Une fête, on mange, on boit, on chante, on danse. Le marié invite
la prof d'histoire à danser Madame Alvarez (Michèle Moretti). Il a
une demande à lui faire, il sait qu'elle a de l'affection pour lui.
Il a besoin d'aide, il veut déserter. Elle est au parti communiste.
Elle refuse de l'aider et il partira juste après son mariage et en
reviendra dans un corbillard. C'est ce mariage, cette guerre qui est
dans toutes les conversations et si les adultes vont se battre, ce
sont les jeunes qui en parlent.
On
imagine avec facilité que François (Gaël Morel) est celui qui
représente le plus André Téchiné, qui regroupe ses propres
souvenirs. Probablement. Il va à l'encontre d'une guerre moins
meurtrière que la guerre d'Algérie, celle de ses sentiments pour
ces cothurnes. Le gars avec l'accent du sud-ouest, le sportif Serge
(Stéphane Rideau) qui fait du rugby torse nu comme Henri (Frédéric
Gorny) le pied-noir exilé, vivant sans ses parents partis à
Marseille.
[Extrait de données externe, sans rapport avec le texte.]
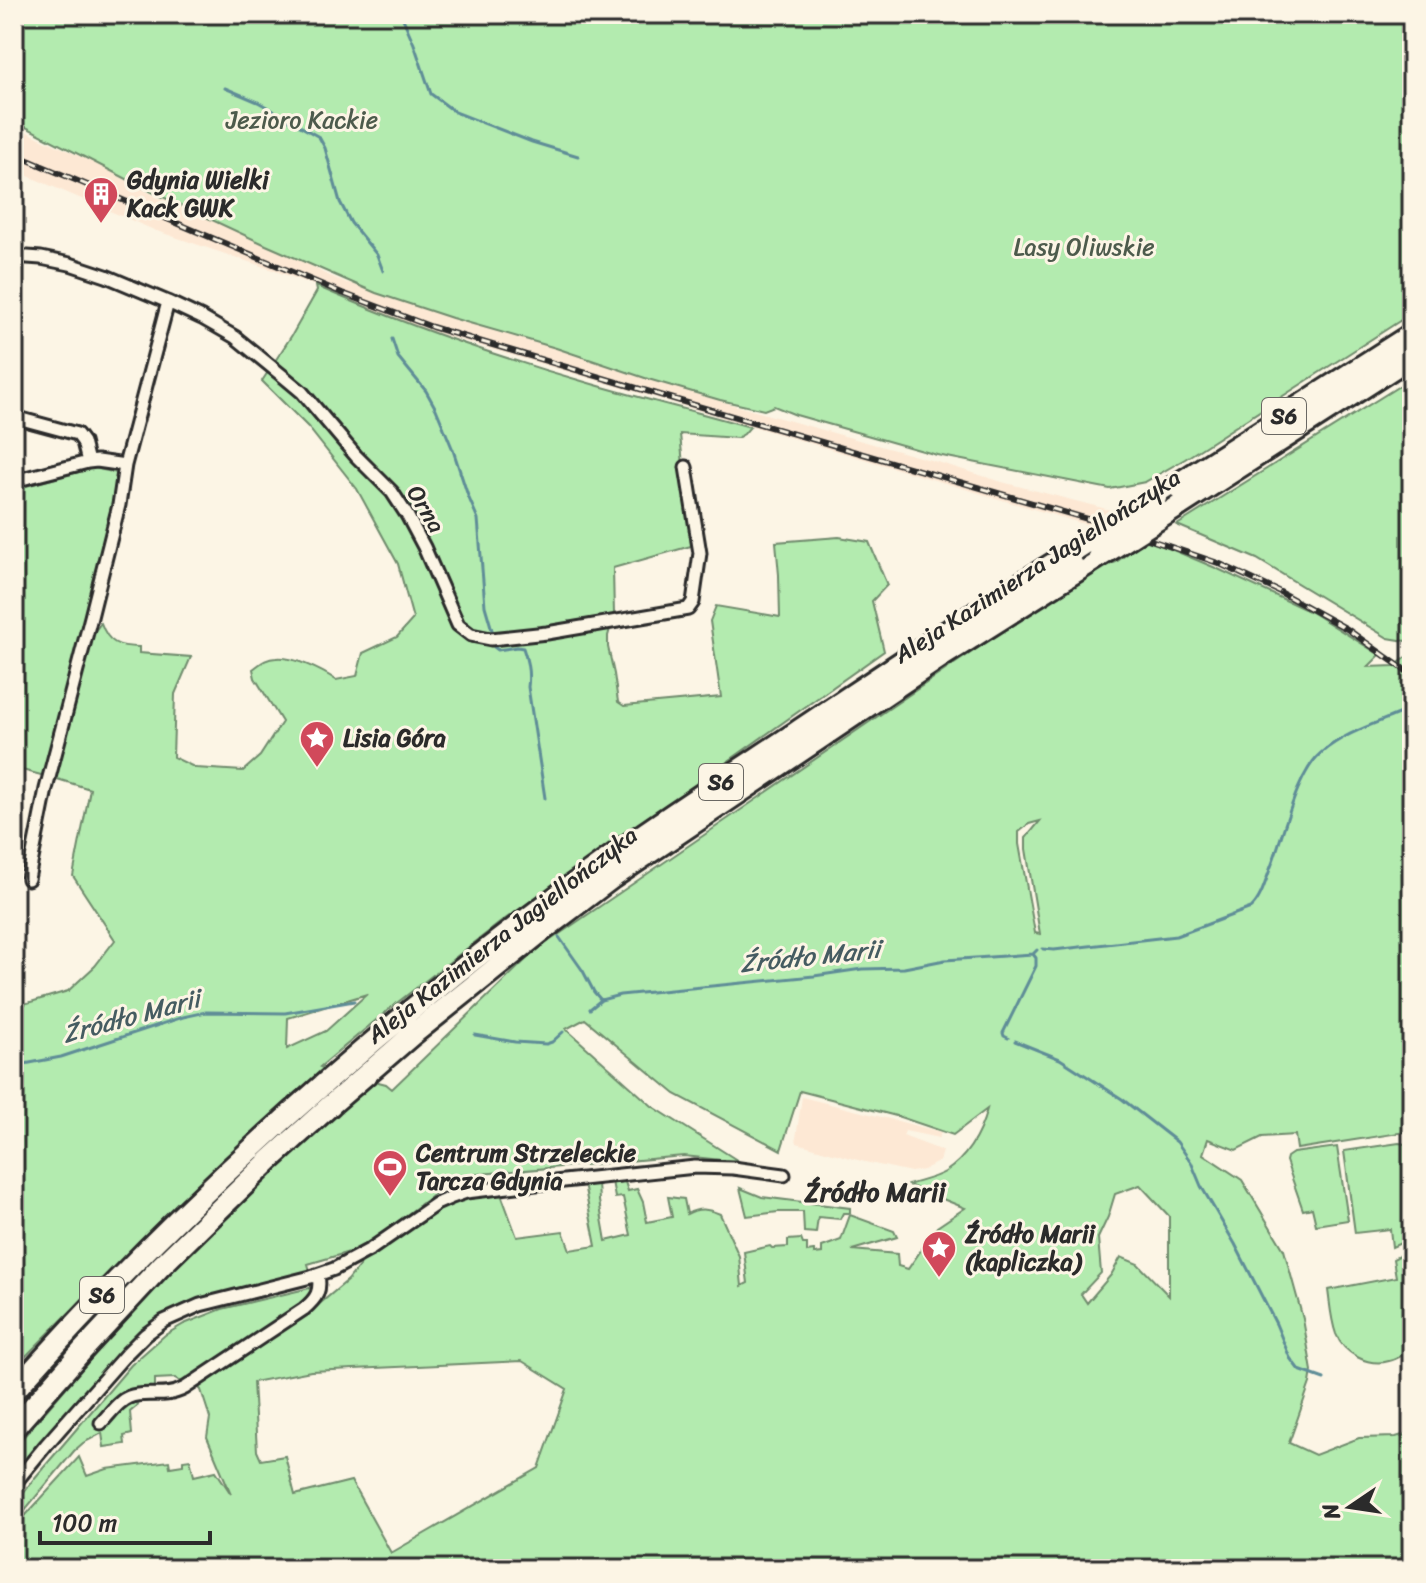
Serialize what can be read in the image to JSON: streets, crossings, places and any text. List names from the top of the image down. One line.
{"streets":{"highway":["S6","Aleja Kazimierza Jagiellończyka"],"street":["Orna"]},"districts":["Źródło Marii"],"water":["Źródło Marii"],"parks":["Jezioro Kackie","Lasy Oliwskie"],"places":{"building":["Gdynia Wielki Kack GWK"],"place":["Lisia Góra","Źródło Marii (kapliczka)"],"sports":["Centrum Strzeleckie Tarcza Gdynia"]},"scale_bar":"100 m","north":"left"}
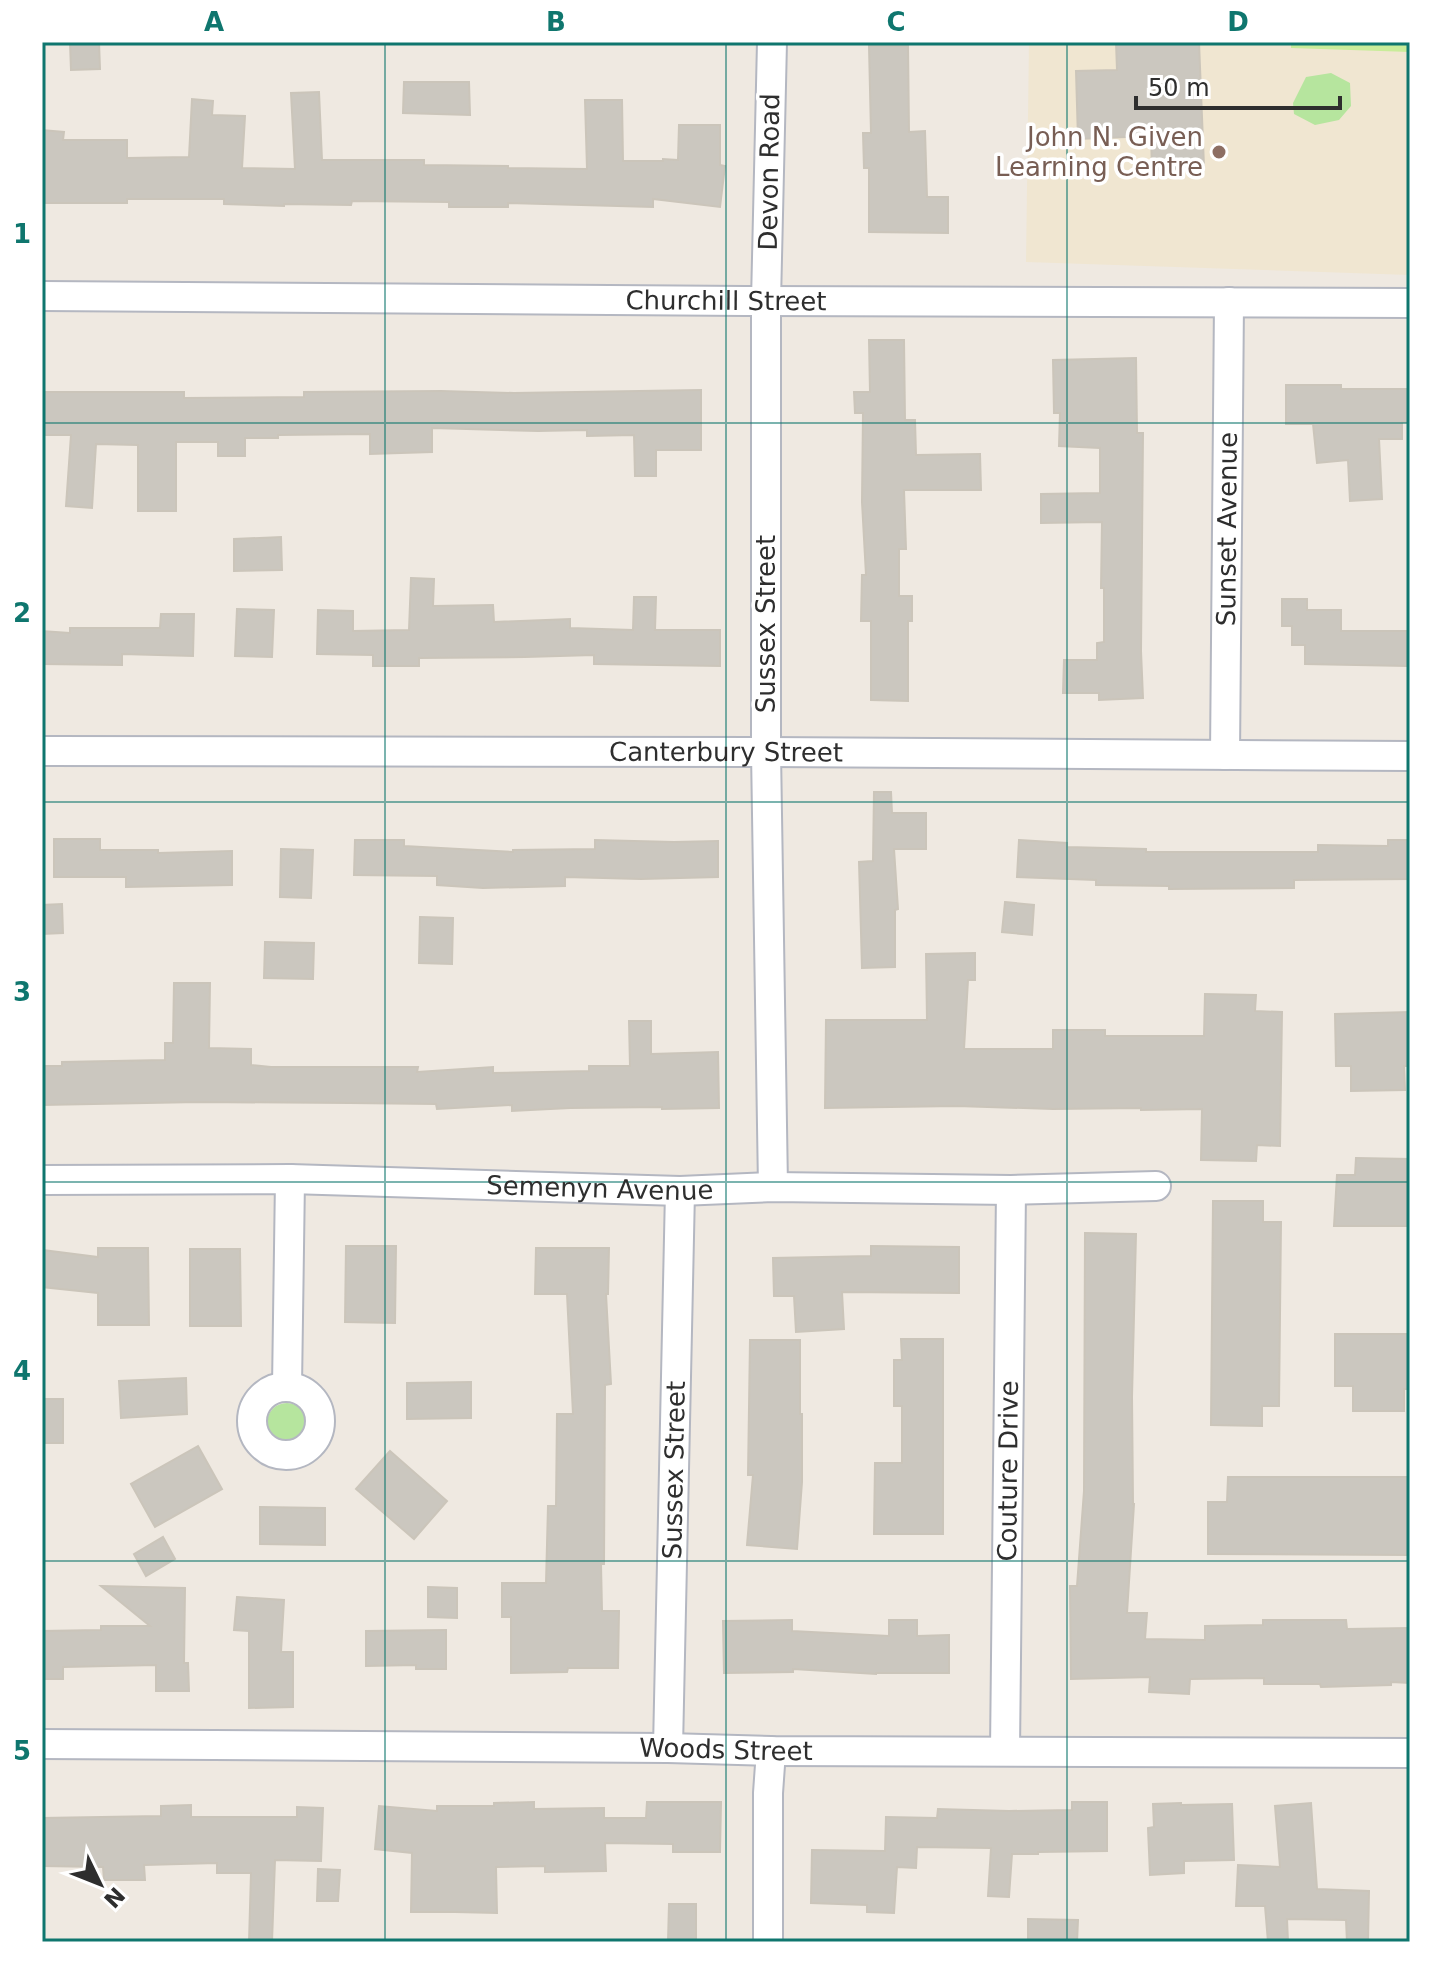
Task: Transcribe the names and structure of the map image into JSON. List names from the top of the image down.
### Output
{
  "streets": {
    "street": [
      "Devon Road",
      "Churchill Street",
      "Sunset Avenue",
      "Sussex Street",
      "Canterbury Street",
      "Semenyn Avenue",
      "Couture Drive",
      "Woods Street"
    ]
  },
  "crossings": [
    ["Devon Road", "Churchill Street"],
    ["Devon Road", "Sussex Street"],
    ["Churchill Street", "Sunset Avenue"],
    ["Churchill Street", "Sussex Street"],
    ["Sunset Avenue", "Canterbury Street"],
    ["Sussex Street", "Canterbury Street"],
    ["Sussex Street", "Semenyn Avenue"],
    ["Sussex Street", "Woods Street"],
    ["Semenyn Avenue", "Couture Drive"],
    ["Couture Drive", "Woods Street"]
  ],
  "places": ["John N. Given Learning Centre"],
  "scale_bar": "50 m",
  "north": "bottom right",
  "grid": {
    "columns": [
      "A",
      "B",
      "C",
      "D"
    ],
    "rows": [
      "1",
      "2",
      "3",
      "4",
      "5"
    ]
  }
}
Deux jeunes hommes aux tempéraments opposés, aux
opinions divergents, aux histoires contrastées.
Mais
François ne choisit pas ceux pour qui il a de l'affection. Il ne
comprend pas ce qui lui arrive. Alors il ne cesse jamais d'en parler.
Les Roseaux sauvages est l'un des films les plus bavards d'André
Téchiné. François passe son temps à se poser des questions sur
cette passion. Pourtant elle est simple, d'un côté le corps, la
plupart à moitié nu de Stéphane Rideau devenu idole gay après ce
film, de l'autre l'intello cynique et sinistre. Le regard clair et
lumineux de Serge et les yeux baissés et sombres d'Henri. Il faut
qu'il exprime son penchant pour ces deux garçons.
Celle
qui écoute est Maïté (Elodie Bouchez), la fille de Madame Alvarez.
Elle sert dans le film de personnage de passeur, celle qui va d'un
garçon à un autre pour écouter ce qu'il a à dire. François avec
son sentimentalisme, Serge avec ses peurs de rester au pays, Henri
avec sa haine de l'autre. On trouve dans ces trois personnages toutes
les contradictions de la jeunesse. Ils sont plein d'espoir mais ne
savent pas comment accéder au bonheur, ils se sentent coincés, cela
est symbolisé par l'internat dans lequel ils vivent, dans ce lycée
de province.
Ce
qui va les sauver, c'est se mettre à nu, littéralement cela passe
par quelques scènes de sensualité (Serge et François se font
plaisir mutuellement) et surtout par la baignade finale où l'eau les
apaise, les rapproche, les réveille. Je crois vraiment que c'est
dans ces moments que le film est réellement authentique plus que
dans les rencontres politiques (Henri veut brûler le siège du PCF,
il écoute les événements par la radio). Quand le cinéaste filme à
travers les feuillages, dans un clair obscur campagnard ses quatre
acteurs avec d'élégants mouvements d'appareil
Le
film est un peu laborieux dans son premier tiers (le jeu des acteurs
est passable, faut être honnête, le film a quand même pris un
sacré coup de vieux et le jeu hésitant de Stéphane Rideau et
l'horripilante prestation de Gaël Morel n'aident pas) puis devient
plus serein par la suite. Le scénario est très foisonnant,
terriblement romanesque, André Téchiné s'attache à chacun avec
comme idée de mise en scène de varier les duos pour justement finir
dans la rivière à l'approche de l'été où tout finit et tout
commence.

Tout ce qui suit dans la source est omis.